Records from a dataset
- - -
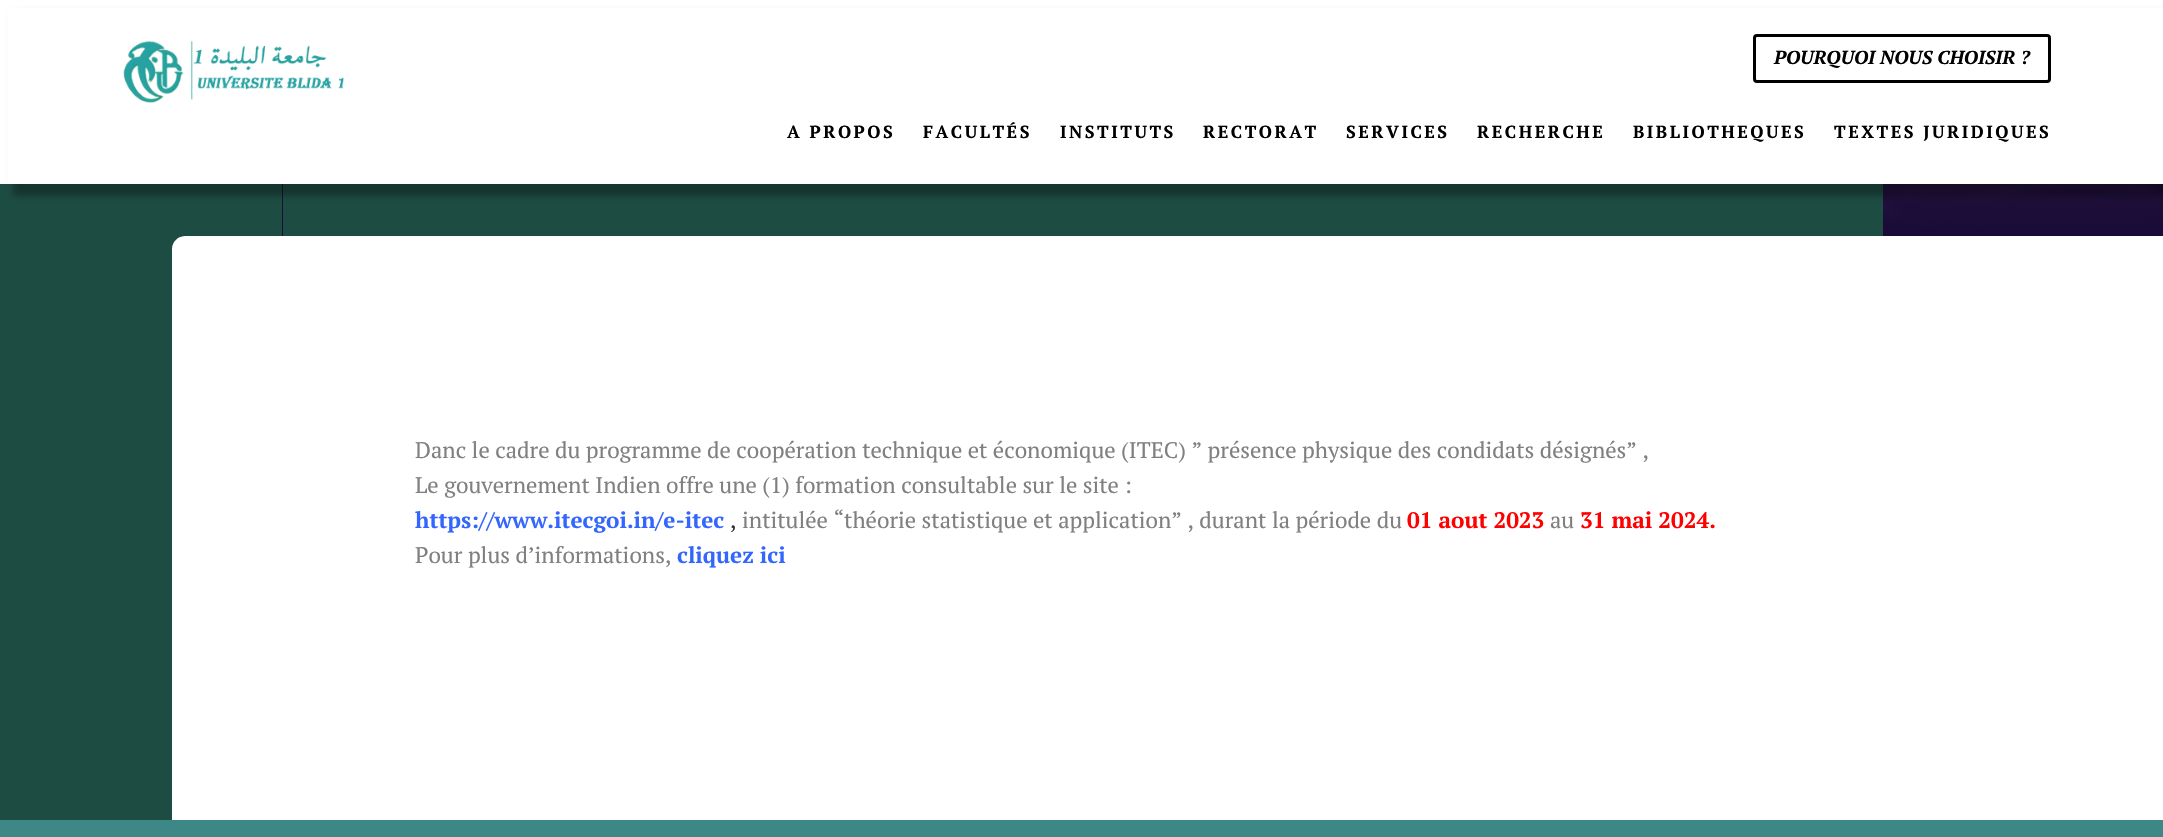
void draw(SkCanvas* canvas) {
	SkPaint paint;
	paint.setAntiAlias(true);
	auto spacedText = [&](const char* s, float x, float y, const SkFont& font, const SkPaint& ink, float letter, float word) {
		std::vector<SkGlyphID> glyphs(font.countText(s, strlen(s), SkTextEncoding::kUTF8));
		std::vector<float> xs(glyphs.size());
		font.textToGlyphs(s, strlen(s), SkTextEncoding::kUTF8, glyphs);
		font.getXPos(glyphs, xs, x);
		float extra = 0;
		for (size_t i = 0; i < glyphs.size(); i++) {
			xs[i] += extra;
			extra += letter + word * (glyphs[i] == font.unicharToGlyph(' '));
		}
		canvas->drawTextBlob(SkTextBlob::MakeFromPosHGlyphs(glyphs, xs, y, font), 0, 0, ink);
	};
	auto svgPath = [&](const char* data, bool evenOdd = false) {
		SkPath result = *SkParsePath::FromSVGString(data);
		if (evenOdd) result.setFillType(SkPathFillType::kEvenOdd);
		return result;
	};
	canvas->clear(0xffffffff);
	canvas->drawImageRect(SkImages::DeferredFromEncodedData(SkData::MakeFromFileName("img2.png")), SkRect::MakeXYWH(180, 184, 1983, 53), SkSamplingOptions());
	paint.setColor(0xff1d4c43);
	canvas->drawRect(SkRect::MakeXYWH(0, 184, 282, 52), paint);
	canvas->drawRect(SkRect::MakeXYWH(283, 184, 1600, 52), paint);
	paint.setColor(0x4d000000);
	paint.setMaskFilter(SkMaskFilter::MakeBlur(kNormal_SkBlurStyle, 3));
	canvas->drawRect(SkRect::MakeXYWH(13, 13, 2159, 183), paint);
	paint.setMaskFilter(nullptr);
	paint.setColor(0xffffffff);
	canvas->drawRect(SkRect::MakeXYWH(8, 8, 2155, 176), paint);
	canvas->drawImageRect(SkImages::DeferredFromEncodedData(SkData::MakeFromFileName("img1.png")), SkRect::MakeXYWH(123, 41, 221, 62), SkSamplingOptions());
	paint.setStroke(true);
	paint.setStrokeWidth(3);
	paint.setColor(0xff000000);
	canvas->drawRoundRect(SkRect::MakeXYWH(1754.5, 35.5, 295, 46), 2.5, 2.5, paint);
	SkFont f1(fontMgr->matchFamilyStyle("PT Serif", SkFontStyle::BoldItalic()), 18.75);
	f1.setSubpixel(true);
	paint.setStroke(false);
	canvas->drawString("POURQUOI NOUS CHOISIR ?", 1774, 64, f1, paint);
	SkFont f2(fontMgr->matchFamilyStyle("PT Serif", SkFontStyle::Bold()), 17.5);
	f2.setSubpixel(true);
	spacedText("A PROPOS", 787, 138, f2, paint, 2.5, 0);
	spacedText("FACULTÉS", 923, 138, f2, paint, 2.5, 0);
	spacedText("INSTITUTS", 1060, 138, f2, paint, 2.5, 0);
	spacedText("RECTORAT", 1203, 138, f2, paint, 2.5, 0);
	spacedText("SERVICES", 1346, 138, f2, paint, 2.5, 0);
	spacedText("RECHERCHE", 1477, 138, f2, paint, 2.5, 0);
	spacedText("BIBLIOTHEQUES", 1633, 138, f2, paint, 2.5, 0);
	spacedText("TEXTES JURIDIQUES", 1834, 138, f2, paint, 2.5, 0);
	paint.setColor(0xff1d4c43);
	canvas->drawPath(svgPath("M-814 236C-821 236-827 242-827 249V820H172V249C172 242 178 236 185 236H1164Z"), paint);
	paint.setColor(0xffffffff);
	canvas->drawPath(svgPath("M186 236H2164V820H173V249C173 242 179 236 186 236Z"), paint);
	SkFont f3(fontMgr->matchFamilyStyle("PT Serif", SkFontStyle::Normal()), 22.5);
	f3.setSubpixel(true);
	paint.setColor(0xff808080);
	canvas->drawString("Danc le cadre du programme de coopération technique et économique (ITEC) ” présence physique des condidats désignés” ,", 415, 458, f3, paint);
	canvas->drawString("Le gouvernement Indien offre une (1) formation consultable sur le site :", 415, 493, f3, paint);
	SkFont f4(fontMgr->matchFamilyStyle("PT Serif", SkFontStyle::Bold()), 22.5);
	f4.setSubpixel(true);
	paint.setColor(0xff3366ff);
	canvas->drawString("https://www.itecgoi.in/e-itec", 415, 528, f4, paint);
	paint.setColor(0xff333333);
	canvas->drawString(",", 730, 528, f3, paint);
	paint.setColor(0xff808080);
	canvas->drawString("intitulée “théorie statistique et application” , durant la période du", 742, 528, f3, paint);
	paint.setColor(0xffff0000);
	canvas->drawString("01 aout 2023", 1407, 528, f4, paint);
	paint.setColor(0xff808080);
	canvas->drawString("au", 1550, 528, f3, paint);
	paint.setColor(0xffff0000);
	canvas->drawString("31 mai 2024.", 1580, 528, f4, paint);
	paint.setColor(0xff808080);
	canvas->drawString("Pour plus d’informations,", 415, 563, f3, paint);
	paint.setColor(0xff3366ff);
	canvas->drawString("cliquez ici", 677, 563, f4, paint);
	paint.setColor(0xff3d8787);
	canvas->drawRect(SkRect::MakeXYWH(0, 820, 2163, 17), paint);
}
- - -
■ DIRECTIONS FOR THIS TASK ■
Pictures excluded, repeat the records exactly from their opening line through the line containing "for (size_t i".

■ ANSWER AREA ■
void draw(SkCanvas* canvas) {
	SkPaint paint;
	paint.setAntiAlias(true);
	auto spacedText = [&](const char* s, float x, float y, const SkFont& font, const SkPaint& ink, float letter, float word) {
		std::vector<SkGlyphID> glyphs(font.countText(s, strlen(s), SkTextEncoding::kUTF8));
		std::vector<float> xs(glyphs.size());
		font.textToGlyphs(s, strlen(s), SkTextEncoding::kUTF8, glyphs);
		font.getXPos(glyphs, xs, x);
		float extra = 0;
		for (size_t i = 0; i < glyphs.size(); i++) {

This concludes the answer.